If an AI system at your company started behaving dangerously right now — hallucinating medical advice, leaking customer data, making unauthorized financial decisions — how quickly could you shut it down?
If you work in IT security, governance, or digital trust, odds are you don’t know. And neither do your colleagues.
ISACA’s 2026 AI Pulse Poll, released at RSA Conference in late March, surveyed more than 3,400 digital trust professionals across IT audit, governance, cybersecurity, privacy, and emerging technology roles. The headline finding: 56 percent of respondents don’t know how quickly they could immediately halt an AI system after a security incident.
Not “it would take too long.” They don’t know the answer at all.
The Numbers
The breakdown gets worse the closer you look.
Of the professionals who did have an estimate, 32 percent believe they could shut down systems within 60 minutes. Seven percent said it would take longer than an hour. The remaining majority — more than half of all respondents — couldn’t give a timeframe.
Incident response confidence follows a similar pattern. Only 43 percent expressed high confidence in their ability to investigate and explain a serious AI incident to leadership or regulators. More than a quarter — 27 percent — reported low or no confidence.
These aren’t random IT workers. These are the people whose entire job is digital trust: auditors, cybersecurity specialists, governance professionals. If they can’t articulate a kill-switch timeline, the organizations deploying AI in customer-facing and business-critical roles certainly can’t.
Nobody’s in Charge
The accountability numbers are the most revealing part of the survey.
When asked who is ultimately responsible if an AI system causes harm, the answers scattered: 28 percent pointed to the board or executives, 18 percent said the CIO or CTO, 13 percent identified the CISO. And 20 percent — one in five — admitted they simply don’t know who holds responsibility.
This isn’t a philosophical question about AI personhood. It’s a practical governance failure. When something goes wrong — and the survey strongly implies that respondents expect it will — a fifth of security professionals at enterprises deploying AI have no idea who answers for it.
Human oversight of AI decision-making is similarly fragmented. Only 36 percent report that humans approve most AI-generated actions before execution. Another 26 percent say humans review selected decisions after the fact. Eleven percent say humans only intervene when alerted to issues. And 20 percent don’t know how — or whether — humans oversee AI decisions at their organization at all.
Deploy First, Govern Later
The survey paints a picture of organizations that have deployed AI ahead of the governance frameworks needed to manage it. Nearly a third of respondents — 32 percent — report that their organization has no disclosure requirements around AI use. Twenty percent have requirements but don’t enforce them consistently. Only 18 percent both require and enforce disclosure.
This tracks with broader industry data. Multiple surveys throughout 2025 and 2026 have found that only around a third of organizations have comprehensive AI policies in place. The technology is live.

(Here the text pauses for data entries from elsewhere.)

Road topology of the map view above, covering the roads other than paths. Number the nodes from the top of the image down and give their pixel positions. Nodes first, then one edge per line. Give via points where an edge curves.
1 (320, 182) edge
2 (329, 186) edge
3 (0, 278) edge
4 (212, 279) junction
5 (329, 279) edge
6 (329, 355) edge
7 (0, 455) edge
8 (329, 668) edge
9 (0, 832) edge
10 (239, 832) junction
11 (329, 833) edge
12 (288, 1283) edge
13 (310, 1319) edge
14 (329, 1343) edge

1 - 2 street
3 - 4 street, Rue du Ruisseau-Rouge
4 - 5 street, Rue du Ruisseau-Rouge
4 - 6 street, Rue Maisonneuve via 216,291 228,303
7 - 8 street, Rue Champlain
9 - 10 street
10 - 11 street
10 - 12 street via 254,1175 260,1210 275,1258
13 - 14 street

The rules aren’t.
The timing adds another dimension. The EU AI Act’s enforcement deadlines are actively phasing in throughout 2026, requiring documented risk assessments, human oversight mechanisms, and incident reporting for high-risk AI systems. If more than half of security professionals at surveyed organizations can’t estimate how long it takes to shut down an AI system, meeting these regulatory requirements is going to be a problem.
Why This Should Worry You
There’s a running theme in AI safety discussions: the gap between what labs say about AI capability and what deploying organizations can actually manage. ISACA’s survey quantifies that gap with hard data from the people responsible for closing it.
The models are getting more capable every quarter. Agentic AI systems are taking autonomous actions in production environments — writing code, making API calls, executing workflows. And the people tasked with overseeing these systems are telling surveyors, on the record, that they don’t know how to stop them in an emergency.
This isn’t a hypothetical risk. It’s a measured state of affairs at enterprises that are already running AI in production. The kill switch exists in theory. In practice, more than half the people who would need to pull it don’t know where it is.
What’s Being Done (And Why It’s Not Enough)
The industry’s response has been frameworks. NIST’s AI Risk Management Framework. The EU AI Act. ISO/IEC 42001. ISACA’s own AI governance resources. These provide structure for organizations that choose to implement them.
The operative word is “choose.” The ISACA survey suggests that a significant portion of organizations are deploying AI without the governance infrastructure these frameworks describe. Having a framework available and having one implemented are very different things, and the data shows most organizations are still on the wrong side of that gap.
The full 2026 AI Pulse Poll is scheduled for release in May. The preview findings suggest it will document an industry that knows exactly how to govern AI responsibly and has mostly decided not to bother.